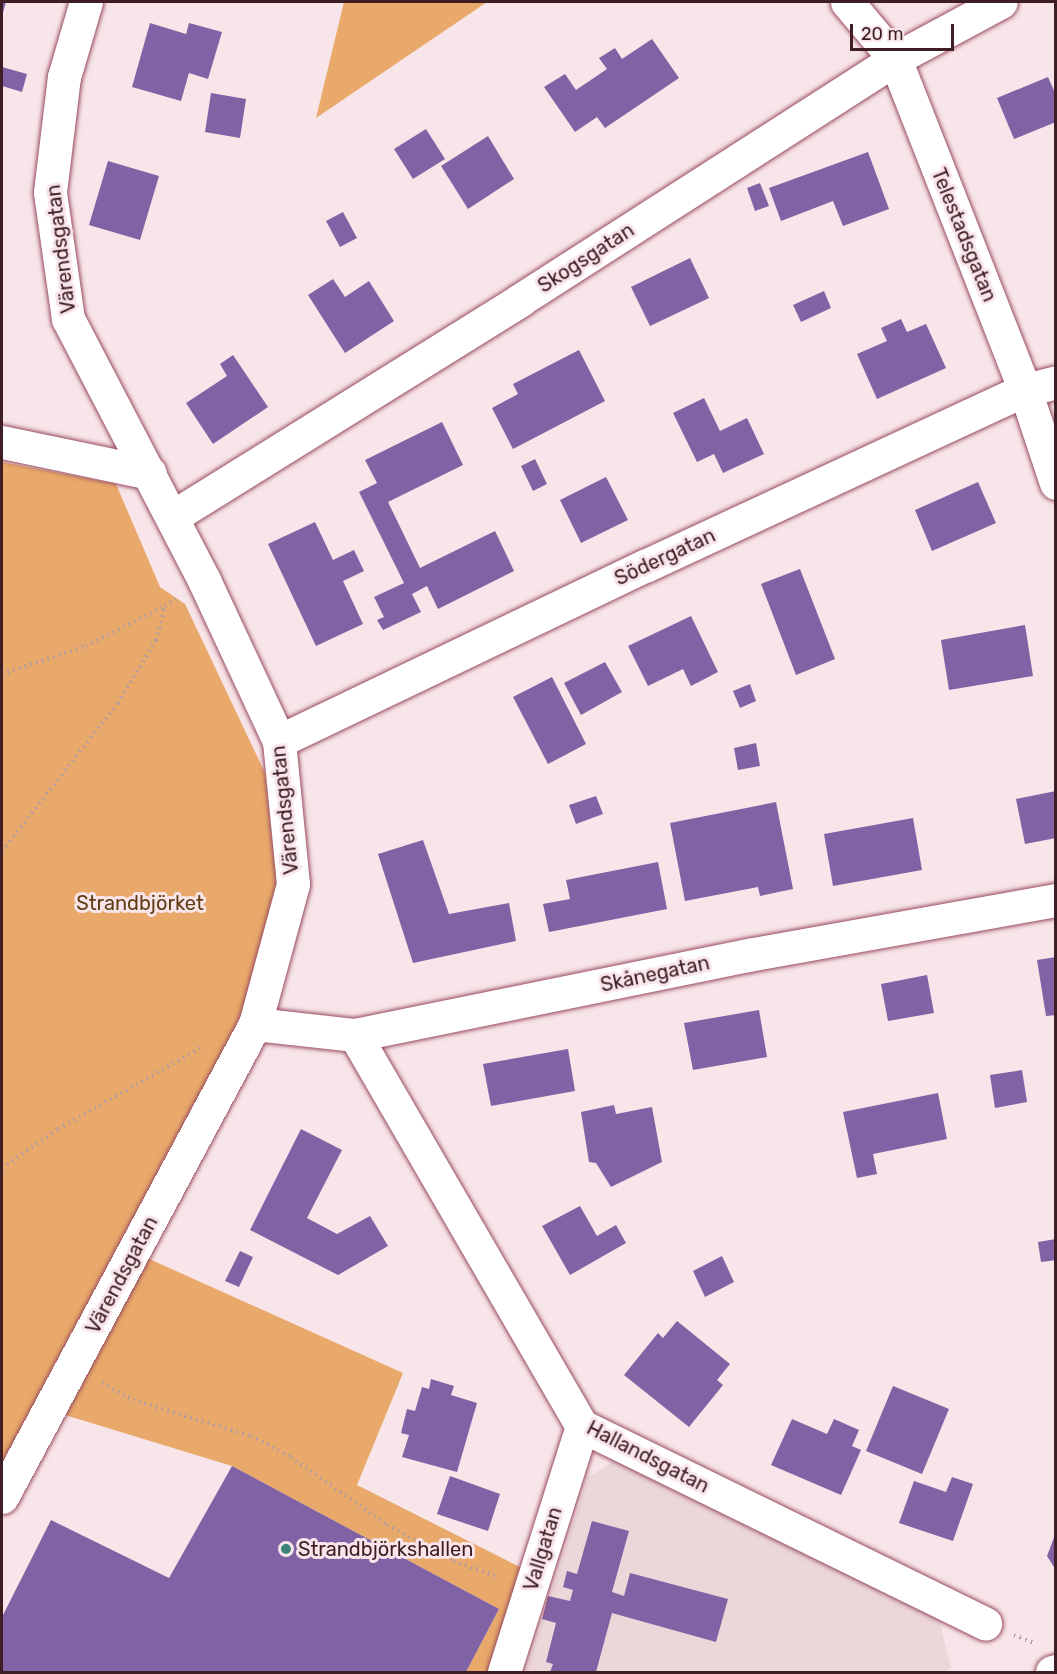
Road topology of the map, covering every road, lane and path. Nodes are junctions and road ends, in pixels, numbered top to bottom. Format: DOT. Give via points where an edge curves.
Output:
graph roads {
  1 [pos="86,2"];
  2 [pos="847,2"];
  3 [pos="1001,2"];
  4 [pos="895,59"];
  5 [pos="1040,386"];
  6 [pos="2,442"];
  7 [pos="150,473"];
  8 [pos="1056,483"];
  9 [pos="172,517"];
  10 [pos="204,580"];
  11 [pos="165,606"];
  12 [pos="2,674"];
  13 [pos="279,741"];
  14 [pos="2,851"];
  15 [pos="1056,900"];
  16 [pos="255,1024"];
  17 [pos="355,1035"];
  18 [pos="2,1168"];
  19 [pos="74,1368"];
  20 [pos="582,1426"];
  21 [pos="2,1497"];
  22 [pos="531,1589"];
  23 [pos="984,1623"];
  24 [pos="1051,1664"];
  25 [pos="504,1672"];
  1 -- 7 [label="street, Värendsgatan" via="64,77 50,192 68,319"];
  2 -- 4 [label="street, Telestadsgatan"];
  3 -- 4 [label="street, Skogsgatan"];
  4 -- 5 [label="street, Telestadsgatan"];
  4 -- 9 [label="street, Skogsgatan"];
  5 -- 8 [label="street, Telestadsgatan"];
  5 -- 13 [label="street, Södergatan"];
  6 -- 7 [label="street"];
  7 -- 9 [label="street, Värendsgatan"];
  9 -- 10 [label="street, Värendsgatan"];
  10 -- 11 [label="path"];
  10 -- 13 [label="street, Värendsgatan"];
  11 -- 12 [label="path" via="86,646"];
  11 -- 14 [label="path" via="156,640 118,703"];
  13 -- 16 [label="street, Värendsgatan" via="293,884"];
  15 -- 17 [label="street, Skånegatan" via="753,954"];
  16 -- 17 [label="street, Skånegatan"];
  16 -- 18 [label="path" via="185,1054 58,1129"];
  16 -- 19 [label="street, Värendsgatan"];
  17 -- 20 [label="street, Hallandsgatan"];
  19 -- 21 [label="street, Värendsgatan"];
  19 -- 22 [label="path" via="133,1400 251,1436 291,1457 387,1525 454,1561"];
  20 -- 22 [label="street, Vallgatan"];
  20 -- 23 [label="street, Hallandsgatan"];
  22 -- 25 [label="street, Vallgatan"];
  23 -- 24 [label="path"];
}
____
— Required action —
For the word "Skånegatan", say how many lines of the listing include it; give nothing but the number.

— Written response —
2